Было от чего взволноваться и встревожиться любящему материнскому сердцу.

Ия поспешно встала из-за стола и подошла к сестре.

- Перестань шалить, Катя… Давай скорее телеграмму, - тоном, не допускающим возражений, проговорила она и, быстрой рукою взяв у сестры депешу, вскрыла ее.

Дыхание захватило в груди девушки. Она волновалась за мать. Телеграмма могла принести одинаково как хорошие, так и дурные вести. Но лицо Ии ни одной своей черточкой не выдало охватившего молодую девушку волнения. Серые глаза казались по-прежнему спокойными, и таким же спокойным был ее голос, когда она громко читала полученную депешу.

В телеграмме стояло несколько строк:

"Прошу бесценную мамочку благословить мой брак с княжной Анастасией Вадберской. Свадьба завтра. Целую всех. Андрей".

Пока Ия с трудом разбирала русские слова, написанные латинскими буквами (так принято писать депеши за границей), лицо Юлии Николаевны передало целую гамму самых разнородных ощущений. Здесь были: и огромное всепоглощающее удивление, и испуг, и боль разочарования, и, наконец, отчаяние.

Когда последнее слово в депеше было дочитано, тяжелый вздох вырвался из груди матери.

- Андрюша… милый… дорогой Андрюша!.. О… О Господи! - прошептала Юлия Николаевна, откинувшись на спинку стула.

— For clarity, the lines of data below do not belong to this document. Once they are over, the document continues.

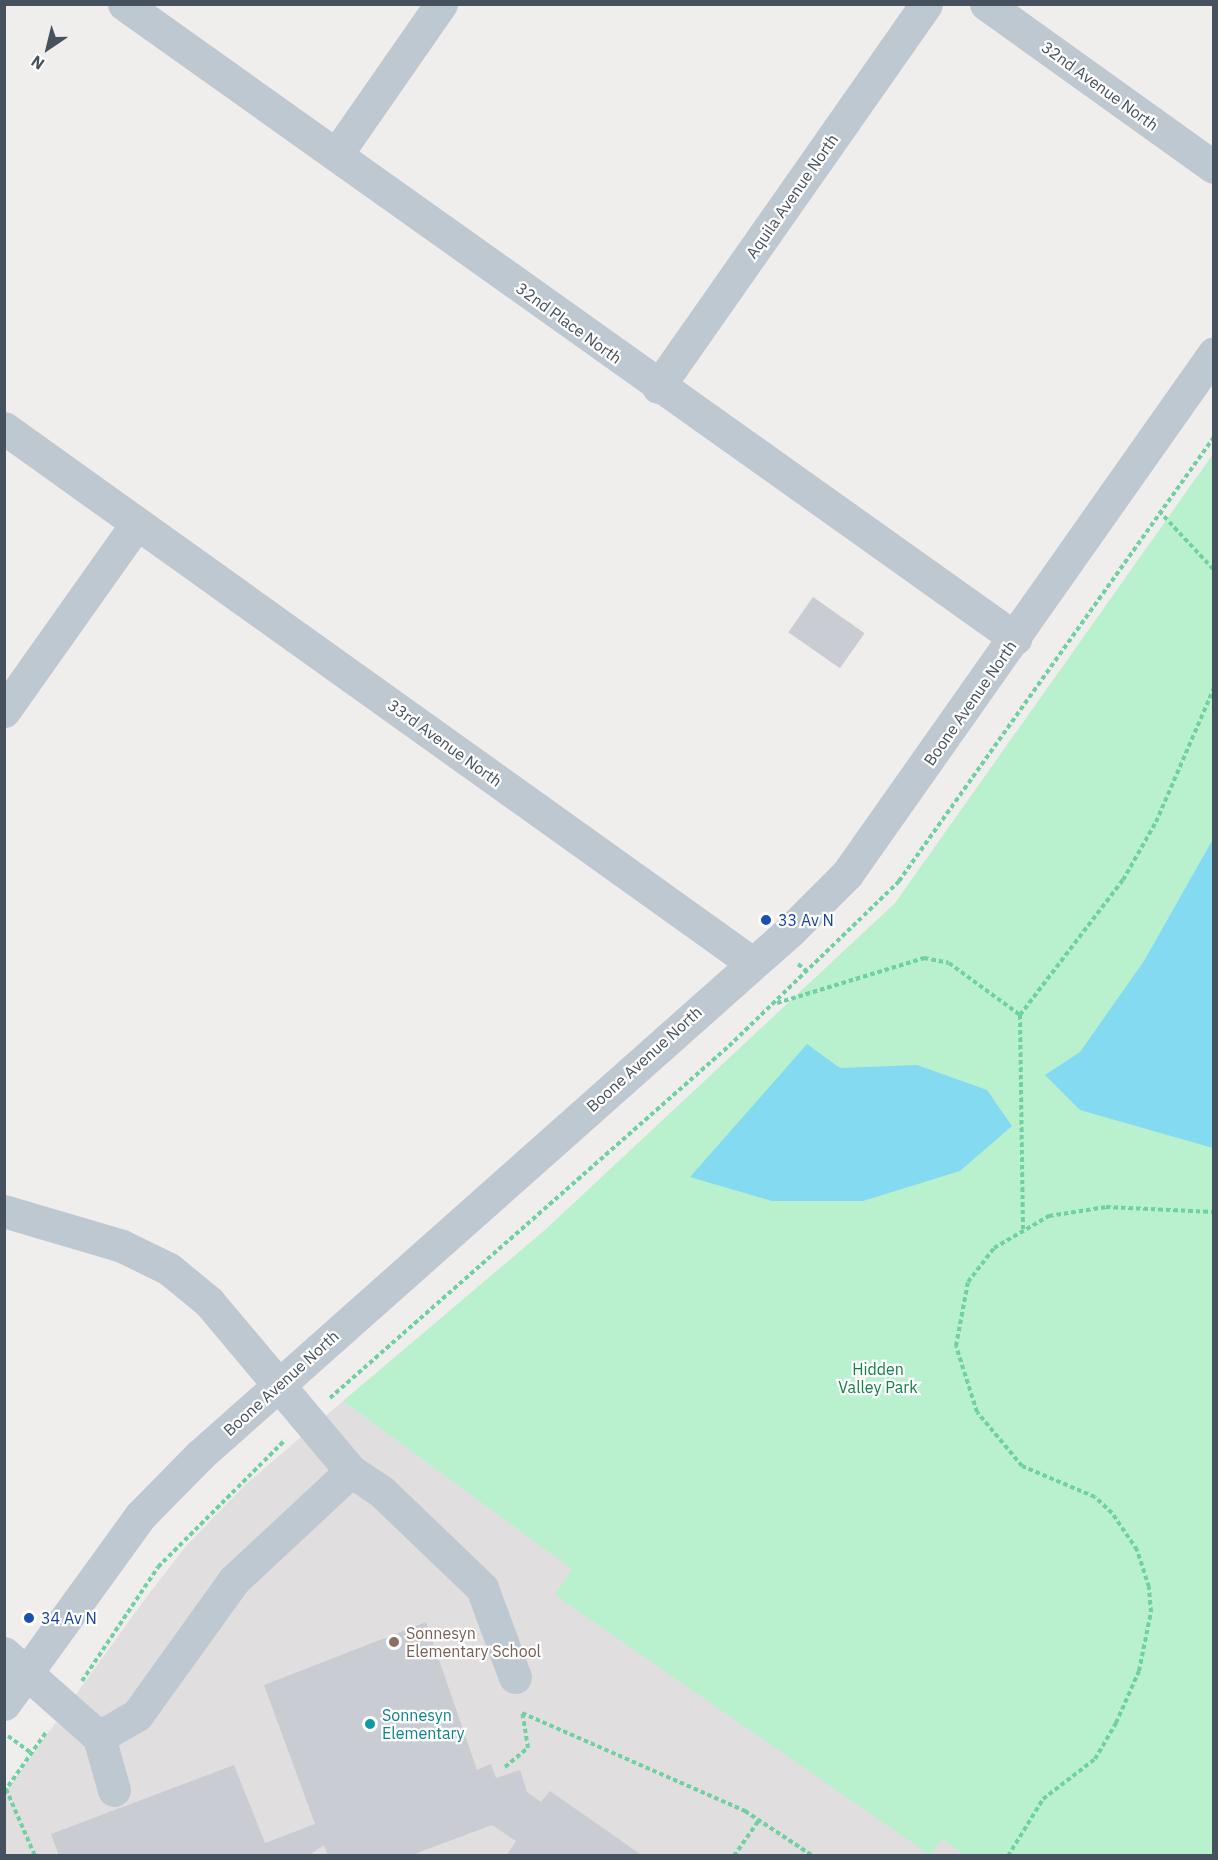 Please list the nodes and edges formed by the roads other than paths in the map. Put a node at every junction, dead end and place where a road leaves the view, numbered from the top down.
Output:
1 (124, 4) edge
2 (441, 4) edge
3 (926, 4) edge
4 (986, 4) edge
5 (336, 155) junction
6 (1214, 167) edge
7 (1214, 353) edge
8 (658, 387) junction
9 (4, 428) edge
10 (137, 523) junction
11 (1015, 638) junction
12 (4, 711) edge
13 (752, 963) junction
14 (4, 1211) edge
15 (277, 1386) junction
16 (351, 1471) junction
17 (16, 1661) edge
18 (515, 1677) road end
19 (4, 1704) edge
20 (99, 1737) junction
21 (114, 1790) dead end

1 - 5 street, 32nd Place North
2 - 5 street
3 - 8 street, Aquila Avenue North
4 - 6 street, 32nd Avenue North
5 - 8 street, 32nd Place North
7 - 11 street, Boone Avenue North
8 - 11 street, 32nd Place North
9 - 10 street, 33rd Avenue North
10 - 12 street
10 - 13 street, 33rd Avenue North
11 - 13 street, Boone Avenue North
13 - 15 street, Boone Avenue North
14 - 15 street
15 - 16 street
15 - 17 street, Boone Avenue North
16 - 18 street
16 - 20 street
17 - 19 street, Boone Avenue North
17 - 20 street
20 - 21 street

Из-под сомкнутых ресниц по бледным щекам покатились крупные слезы.

Катя, хранившая до сих пор на своем смуглом от загара личике выражение самого жгучего, ничем непреодолимого любопытства, вдруг по-детски скривила рот и тоже залилась слезами.

Она не могла видеть равнодушно материнских слез.

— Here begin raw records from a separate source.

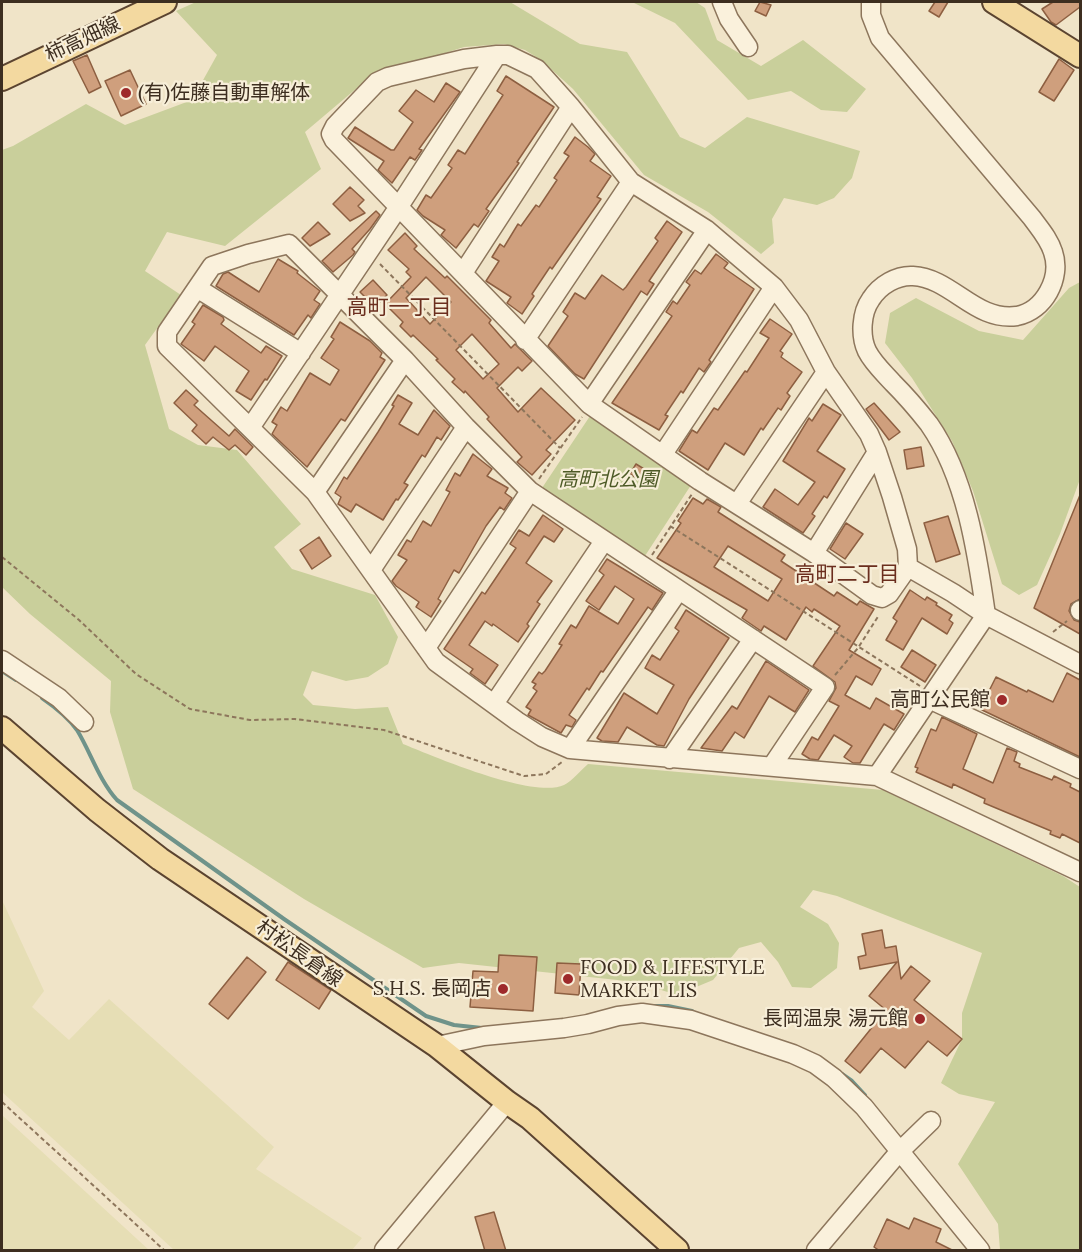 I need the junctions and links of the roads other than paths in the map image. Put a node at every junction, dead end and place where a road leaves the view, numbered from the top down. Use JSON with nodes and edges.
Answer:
{"nodes":[{"id":1,"x":165,"y":2,"type":"edge"},
{"id":2,"x":722,"y":2,"type":"edge"},
{"id":3,"x":871,"y":2,"type":"edge"},
{"id":4,"x":994,"y":2,"type":"edge"},
{"id":5,"x":748,"y":47,"type":"dead end"},
{"id":6,"x":1080,"y":55,"type":"edge"},
{"id":7,"x":497,"y":56,"type":"junction"},
{"id":8,"x":2,"y":79,"type":"edge"},
{"id":9,"x":571,"y":107,"type":"junction"},
{"id":10,"x":631,"y":182,"type":"junction"},
{"id":11,"x":398,"y":208,"type":"junction"},
{"id":12,"x":707,"y":230,"type":"junction"},
{"id":13,"x":463,"y":273,"type":"junction"},
{"id":14,"x":774,"y":287,"type":"junction"},
{"id":15,"x":197,"y":288,"type":"junction"},
{"id":16,"x":340,"y":295,"type":"junction"},
{"id":17,"x":525,"y":340,"type":"junction"},
{"id":18,"x":301,"y":353,"type":"junction"},
{"id":19,"x":405,"y":360,"type":"junction"},
{"id":20,"x":826,"y":372,"type":"junction"},
{"id":21,"x":589,"y":404,"type":"junction"},
{"id":22,"x":466,"y":427,"type":"junction"},
{"id":23,"x":250,"y":428,"type":"junction"},
{"id":24,"x":877,"y":452,"type":"junction"},
{"id":25,"x":663,"y":454,"type":"junction"},
{"id":26,"x":530,"y":491,"type":"junction"},
{"id":27,"x":315,"y":492,"type":"junction"},
{"id":28,"x":737,"y":504,"type":"junction"},
{"id":29,"x":604,"y":541,"type":"junction"},
{"id":30,"x":814,"y":553,"type":"junction"},
{"id":31,"x":908,"y":567,"type":"junction"},
{"id":32,"x":371,"y":570,"type":"junction"},
{"id":33,"x":679,"y":590,"type":"junction"},
{"id":34,"x":986,"y":615,"type":"junction"},
{"id":35,"x":753,"y":639,"type":"junction"},
{"id":36,"x":426,"y":648,"type":"junction"},
{"id":37,"x":2,"y":660,"type":"edge"},
{"id":38,"x":1080,"y":664,"type":"edge"},
{"id":39,"x":929,"y":699,"type":"junction"},
{"id":40,"x":494,"y":704,"type":"junction"},
{"id":41,"x":84,"y":722,"type":"dead end"},
{"id":42,"x":2,"y":728,"type":"edge"},
{"id":43,"x":570,"y":749,"type":"junction"},
{"id":44,"x":670,"y":759,"type":"junction"},
{"id":45,"x":772,"y":766,"type":"junction"},
{"id":46,"x":1080,"y":769,"type":"edge"},
{"id":47,"x":877,"y":776,"type":"junction"},
{"id":48,"x":1080,"y":872,"type":"edge"},
{"id":49,"x":437,"y":1046,"type":"junction"},
{"id":50,"x":507,"y":1102,"type":"junction"},
{"id":51,"x":931,"y":1121,"type":"dead end"},
{"id":52,"x":899,"y":1152,"type":"junction"},
{"id":53,"x":384,"y":1251,"type":"edge"},
{"id":54,"x":677,"y":1251,"type":"edge"},
{"id":55,"x":816,"y":1251,"type":"edge"},
{"id":56,"x":980,"y":1251,"type":"edge"}],
"edges":[{"from":1,"to":8,"type":"main road","name":"柿高畑線"},
{"from":2,"to":5,"type":"street"},
{"from":3,"to":34,"type":"street"},
{"from":4,"to":6,"type":"main road"},
{"from":7,"to":9,"type":"street"},
{"from":7,"to":11,"type":"street"},
{"from":7,"to":11,"type":"street"},
{"from":9,"to":10,"type":"street"},
{"from":9,"to":13,"type":"street"},
{"from":10,"to":12,"type":"street"},
{"from":10,"to":17,"type":"street"},
{"from":11,"to":13,"type":"street"},
{"from":11,"to":16,"type":"street"},
{"from":12,"to":14,"type":"street"},
{"from":12,"to":21,"type":"street"},
{"from":13,"to":17,"type":"street"},
{"from":14,"to":20,"type":"street"},
{"from":14,"to":25,"type":"street"},
{"from":15,"to":16,"type":"street"},
{"from":15,"to":18,"type":"street"},
{"from":15,"to":23,"type":"street"},
{"from":16,"to":18,"type":"street"},
{"from":16,"to":19,"type":"street"},
{"from":17,"to":21,"type":"street"},
{"from":18,"to":23,"type":"street"},
{"from":19,"to":22,"type":"street"},
{"from":19,"to":27,"type":"street"},
{"from":20,"to":24,"type":"street"},
{"from":20,"to":28,"type":"street"},
{"from":21,"to":25,"type":"street"},
{"from":22,"to":26,"type":"street"},
{"from":22,"to":32,"type":"street"},
{"from":23,"to":27,"type":"street"},
{"from":24,"to":30,"type":"street"},
{"from":24,"to":31,"type":"street"},
{"from":25,"to":28,"type":"street"},
{"from":26,"to":29,"type":"street"},
{"from":26,"to":36,"type":"street"},
{"from":27,"to":32,"type":"street"},
{"from":28,"to":30,"type":"street"},
{"from":29,"to":33,"type":"street"},
{"from":29,"to":40,"type":"street"},
{"from":30,"to":31,"type":"street"},
{"from":31,"to":34,"type":"street"},
{"from":32,"to":36,"type":"street"},
{"from":33,"to":35,"type":"street"},
{"from":33,"to":43,"type":"street"},
{"from":34,"to":38,"type":"street"},
{"from":34,"to":39,"type":"street"},
{"from":35,"to":44,"type":"street"},
{"from":35,"to":45,"type":"street"},
{"from":36,"to":40,"type":"street"},
{"from":37,"to":41,"type":"street"},
{"from":39,"to":46,"type":"street"},
{"from":39,"to":47,"type":"street"},
{"from":40,"to":43,"type":"street"},
{"from":42,"to":49,"type":"main road","name":"村松長倉線"},
{"from":43,"to":44,"type":"street"},
{"from":44,"to":45,"type":"street"},
{"from":45,"to":47,"type":"street"},
{"from":47,"to":48,"type":"street"},
{"from":49,"to":50,"type":"main road","name":"村松長倉線"},
{"from":49,"to":52,"type":"street"},
{"from":50,"to":53,"type":"street"},
{"from":50,"to":54,"type":"main road","name":"村松長倉線"},
{"from":51,"to":52,"type":"street"},
{"from":52,"to":55,"type":"street"},
{"from":52,"to":56,"type":"street"}]}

- Мамочка, мамочка, дорогая! - рыдая, шептала девочка, прижимаясь к плечу матери черной кудлатой головенкой, - мамочка, не надо плакать… не на-до.

Слезы матери и младшей дочери смешались.

Одна Ия сохраняла, по-видимому, свое обычное спокойствие.

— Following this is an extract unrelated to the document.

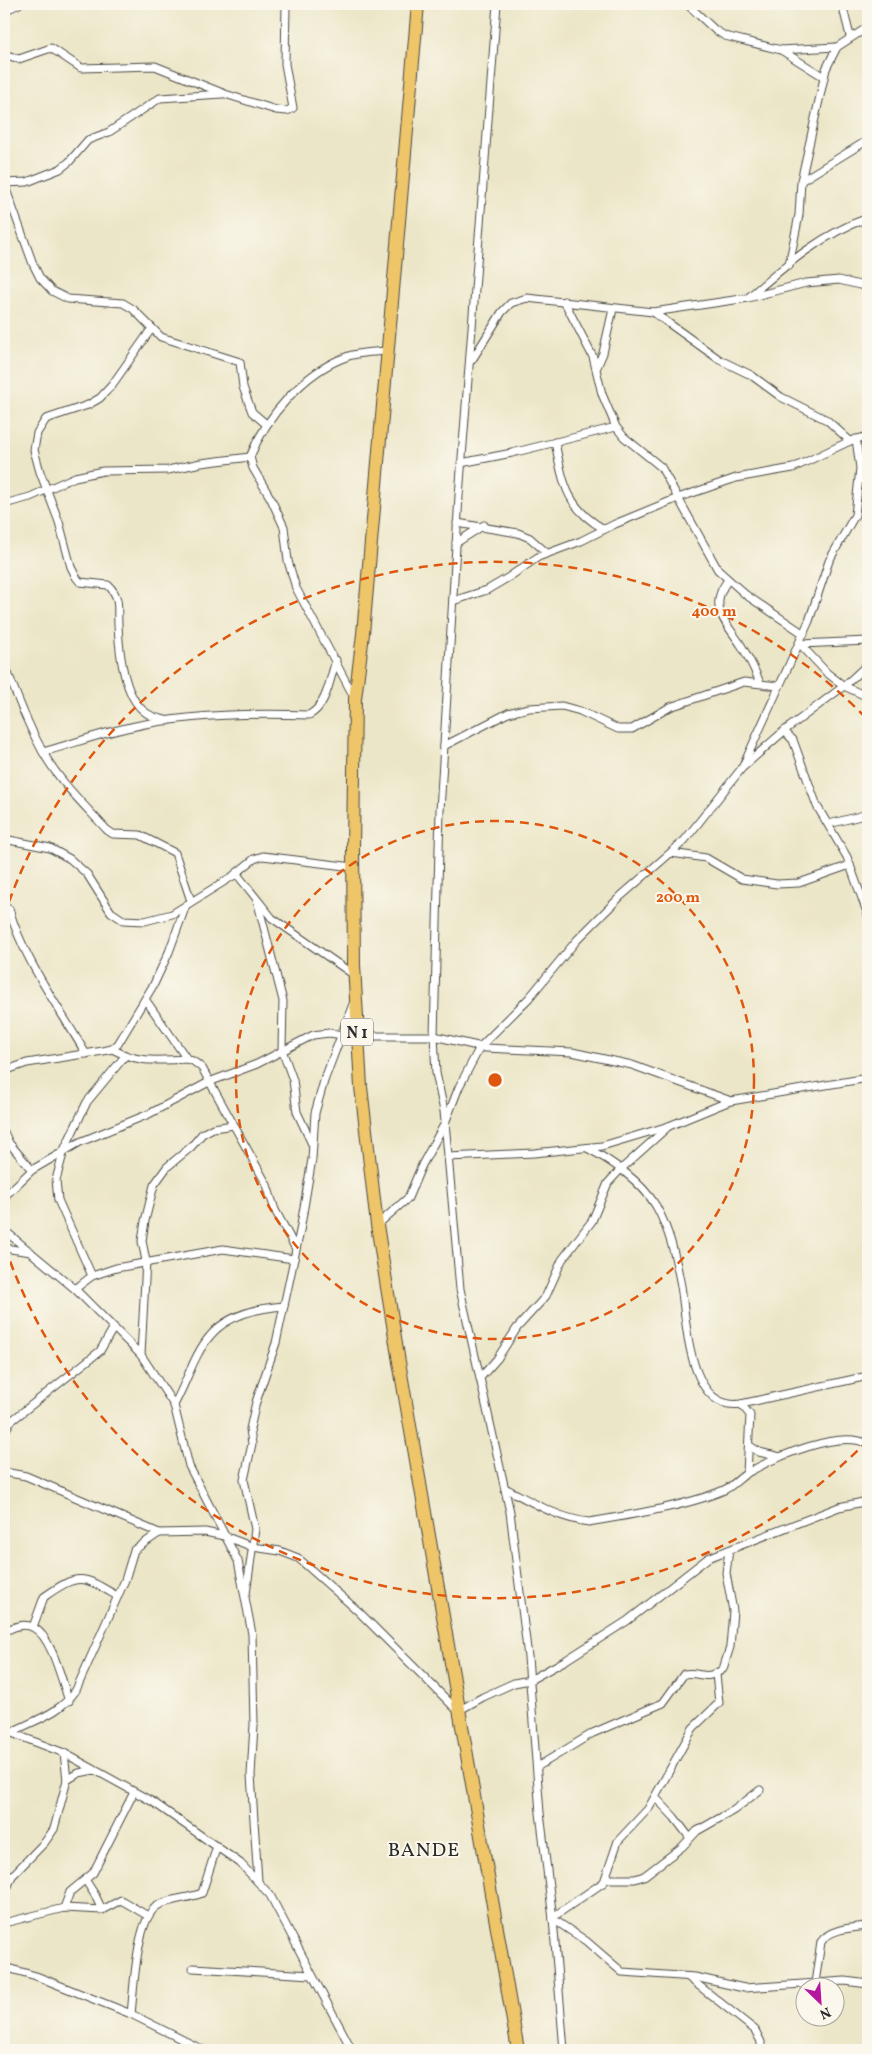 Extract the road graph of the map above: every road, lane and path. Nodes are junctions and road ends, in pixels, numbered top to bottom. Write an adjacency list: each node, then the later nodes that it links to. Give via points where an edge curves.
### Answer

Стройная тонкая фигурка девушки приблизилась к Юлии Николаевне. Белокурая, отягощенная пышной тяжелой косой головка склонилась над нею. И тихо, мягко, любовно прозвучал нежный голос Ии над ухом матери:

- Мамочка, не плачьте. Слезами горю не помочь. Этого надо было ожидать давно. Что делать, судьба сильнее нас, и вы должны себя утешить мыслью, что были всегда безупречною матерью и воспитательницей в отношении Андрюши и нас с Катей. Что же касается Нетти, то… Милая мамочка, я слышала от опытных людей да и сама читала в книгах, что искреннее чувство часто меняет, облагораживает самые эгоистичные натуры. А Нетти любит нашего Андрюшу, и под влиянием этого чувства расцветет и возвысится ее, может быть, сейчас и мелкая, пустенькая душа. Право, мамочка! Не надо же приходить преждевременно в отчаяние. Я уверена, что Андрюша будет счастлив с Нетти.